(EXERCISE): Could you reproduce every record below exactly, excluding all pictures?

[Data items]
== Segment start ==

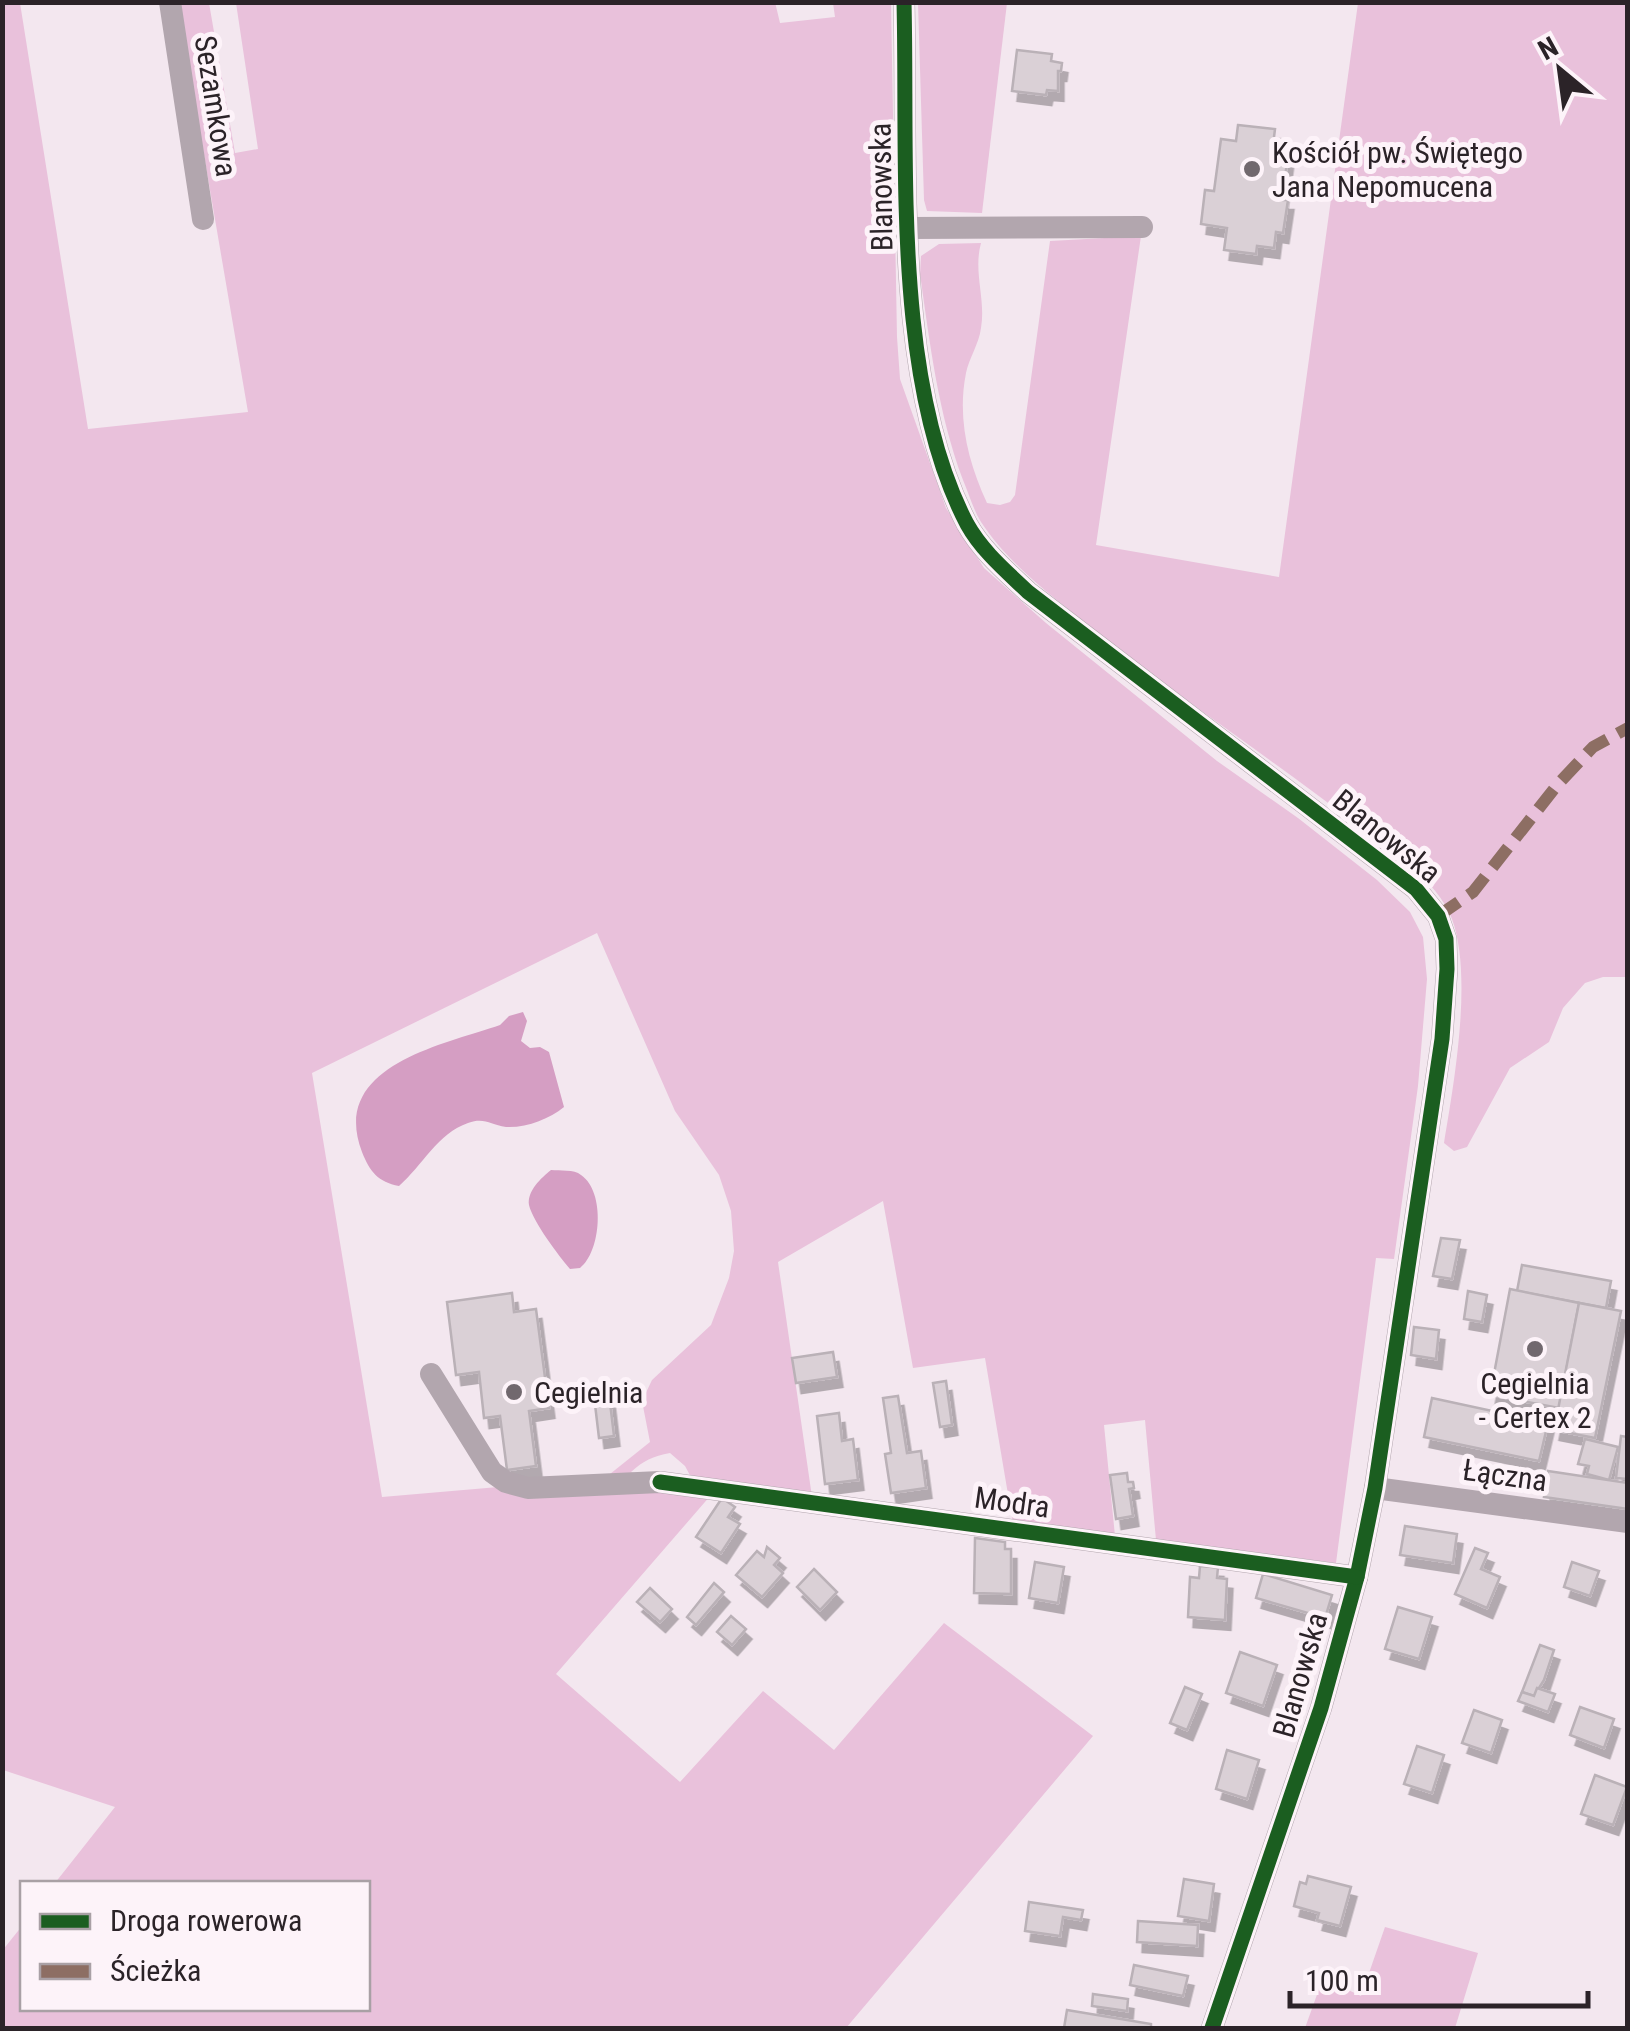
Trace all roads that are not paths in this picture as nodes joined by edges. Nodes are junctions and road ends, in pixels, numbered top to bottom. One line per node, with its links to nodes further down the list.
1 (170, 2): 3 (street, Sezamkowa)
2 (904, 2): 5 (street, Blanowska)
3 (203, 219)
4 (1142, 227): 5 (street)
5 (909, 228): 7 (street, Blanowska)
6 (431, 1374): 9 (street, Modra)
7 (1375, 1488): 8 (street, Łączna); 9 (street, Blanowska)
8 (1628, 1522)
9 (1357, 1577): 10 (street, Blanowska)
10 (1212, 2028)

== Segment end ==

(RESPONSE TO THIS TASK):
Trace all roads that are not paths in this picture as nodes joined by edges. Nodes are junctions and road ends, in pixels, numbered top to bottom. One line per node, with its links to nodes further down the list.
1 (170, 2): 3 (street, Sezamkowa)
2 (904, 2): 5 (street, Blanowska)
3 (203, 219)
4 (1142, 227): 5 (street)
5 (909, 228): 7 (street, Blanowska)
6 (431, 1374): 9 (street, Modra)
7 (1375, 1488): 8 (street, Łączna); 9 (street, Blanowska)
8 (1628, 1522)
9 (1357, 1577): 10 (street, Blanowska)
10 (1212, 2028)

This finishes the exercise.